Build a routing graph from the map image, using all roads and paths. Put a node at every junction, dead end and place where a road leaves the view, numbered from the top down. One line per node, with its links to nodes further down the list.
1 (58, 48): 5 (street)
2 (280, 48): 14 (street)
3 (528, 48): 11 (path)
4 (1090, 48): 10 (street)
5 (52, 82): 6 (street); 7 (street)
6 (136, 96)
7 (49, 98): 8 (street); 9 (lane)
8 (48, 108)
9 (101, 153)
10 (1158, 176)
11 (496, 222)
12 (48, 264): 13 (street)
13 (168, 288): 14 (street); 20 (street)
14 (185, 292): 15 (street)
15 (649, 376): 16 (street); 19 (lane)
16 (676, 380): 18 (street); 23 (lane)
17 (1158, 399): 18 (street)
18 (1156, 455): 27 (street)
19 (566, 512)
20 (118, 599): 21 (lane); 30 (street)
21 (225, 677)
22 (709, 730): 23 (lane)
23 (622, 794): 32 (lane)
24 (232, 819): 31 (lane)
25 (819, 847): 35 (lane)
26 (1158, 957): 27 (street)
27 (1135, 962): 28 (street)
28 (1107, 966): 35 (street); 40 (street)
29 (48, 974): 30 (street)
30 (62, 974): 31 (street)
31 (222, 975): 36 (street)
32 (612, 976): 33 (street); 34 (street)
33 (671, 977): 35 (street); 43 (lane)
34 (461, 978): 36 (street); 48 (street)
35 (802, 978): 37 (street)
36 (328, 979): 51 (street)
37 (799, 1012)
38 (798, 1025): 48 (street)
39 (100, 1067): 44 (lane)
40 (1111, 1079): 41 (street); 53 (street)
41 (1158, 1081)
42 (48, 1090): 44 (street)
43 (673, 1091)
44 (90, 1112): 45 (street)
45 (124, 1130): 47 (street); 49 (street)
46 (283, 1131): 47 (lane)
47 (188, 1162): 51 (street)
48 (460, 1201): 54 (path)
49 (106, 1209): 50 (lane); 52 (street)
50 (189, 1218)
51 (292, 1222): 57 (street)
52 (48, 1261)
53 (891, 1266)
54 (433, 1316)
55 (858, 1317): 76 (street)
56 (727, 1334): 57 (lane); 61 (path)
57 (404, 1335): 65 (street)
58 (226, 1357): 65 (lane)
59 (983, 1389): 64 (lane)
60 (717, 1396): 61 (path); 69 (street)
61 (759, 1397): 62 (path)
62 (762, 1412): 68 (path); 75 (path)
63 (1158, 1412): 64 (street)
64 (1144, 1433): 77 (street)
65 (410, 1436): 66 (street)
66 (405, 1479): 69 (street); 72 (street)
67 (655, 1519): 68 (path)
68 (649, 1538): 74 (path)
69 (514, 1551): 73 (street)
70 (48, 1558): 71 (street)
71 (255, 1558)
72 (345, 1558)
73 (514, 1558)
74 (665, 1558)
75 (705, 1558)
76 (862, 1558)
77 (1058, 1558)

## [The problem]
Retype the records that precede this task, keeping them exactly the same.

## [Response]
Build a routing graph from the map image, using all roads and paths. Put a node at every junction, dead end and place where a road leaves the view, numbered from the top down. One line per node, with its links to nodes further down the list.
1 (58, 48): 5 (street)
2 (280, 48): 14 (street)
3 (528, 48): 11 (path)
4 (1090, 48): 10 (street)
5 (52, 82): 6 (street); 7 (street)
6 (136, 96)
7 (49, 98): 8 (street); 9 (lane)
8 (48, 108)
9 (101, 153)
10 (1158, 176)
11 (496, 222)
12 (48, 264): 13 (street)
13 (168, 288): 14 (street); 20 (street)
14 (185, 292): 15 (street)
15 (649, 376): 16 (street); 19 (lane)
16 (676, 380): 18 (street); 23 (lane)
17 (1158, 399): 18 (street)
18 (1156, 455): 27 (street)
19 (566, 512)
20 (118, 599): 21 (lane); 30 (street)
21 (225, 677)
22 (709, 730): 23 (lane)
23 (622, 794): 32 (lane)
24 (232, 819): 31 (lane)
25 (819, 847): 35 (lane)
26 (1158, 957): 27 (street)
27 (1135, 962): 28 (street)
28 (1107, 966): 35 (street); 40 (street)
29 (48, 974): 30 (street)
30 (62, 974): 31 (street)
31 (222, 975): 36 (street)
32 (612, 976): 33 (street); 34 (street)
33 (671, 977): 35 (street); 43 (lane)
34 (461, 978): 36 (street); 48 (street)
35 (802, 978): 37 (street)
36 (328, 979): 51 (street)
37 (799, 1012)
38 (798, 1025): 48 (street)
39 (100, 1067): 44 (lane)
40 (1111, 1079): 41 (street); 53 (street)
41 (1158, 1081)
42 (48, 1090): 44 (street)
43 (673, 1091)
44 (90, 1112): 45 (street)
45 (124, 1130): 47 (street); 49 (street)
46 (283, 1131): 47 (lane)
47 (188, 1162): 51 (street)
48 (460, 1201): 54 (path)
49 (106, 1209): 50 (lane); 52 (street)
50 (189, 1218)
51 (292, 1222): 57 (street)
52 (48, 1261)
53 (891, 1266)
54 (433, 1316)
55 (858, 1317): 76 (street)
56 (727, 1334): 57 (lane); 61 (path)
57 (404, 1335): 65 (street)
58 (226, 1357): 65 (lane)
59 (983, 1389): 64 (lane)
60 (717, 1396): 61 (path); 69 (street)
61 (759, 1397): 62 (path)
62 (762, 1412): 68 (path); 75 (path)
63 (1158, 1412): 64 (street)
64 (1144, 1433): 77 (street)
65 (410, 1436): 66 (street)
66 (405, 1479): 69 (street); 72 (street)
67 (655, 1519): 68 (path)
68 (649, 1538): 74 (path)
69 (514, 1551): 73 (street)
70 (48, 1558): 71 (street)
71 (255, 1558)
72 (345, 1558)
73 (514, 1558)
74 (665, 1558)
75 (705, 1558)
76 (862, 1558)
77 (1058, 1558)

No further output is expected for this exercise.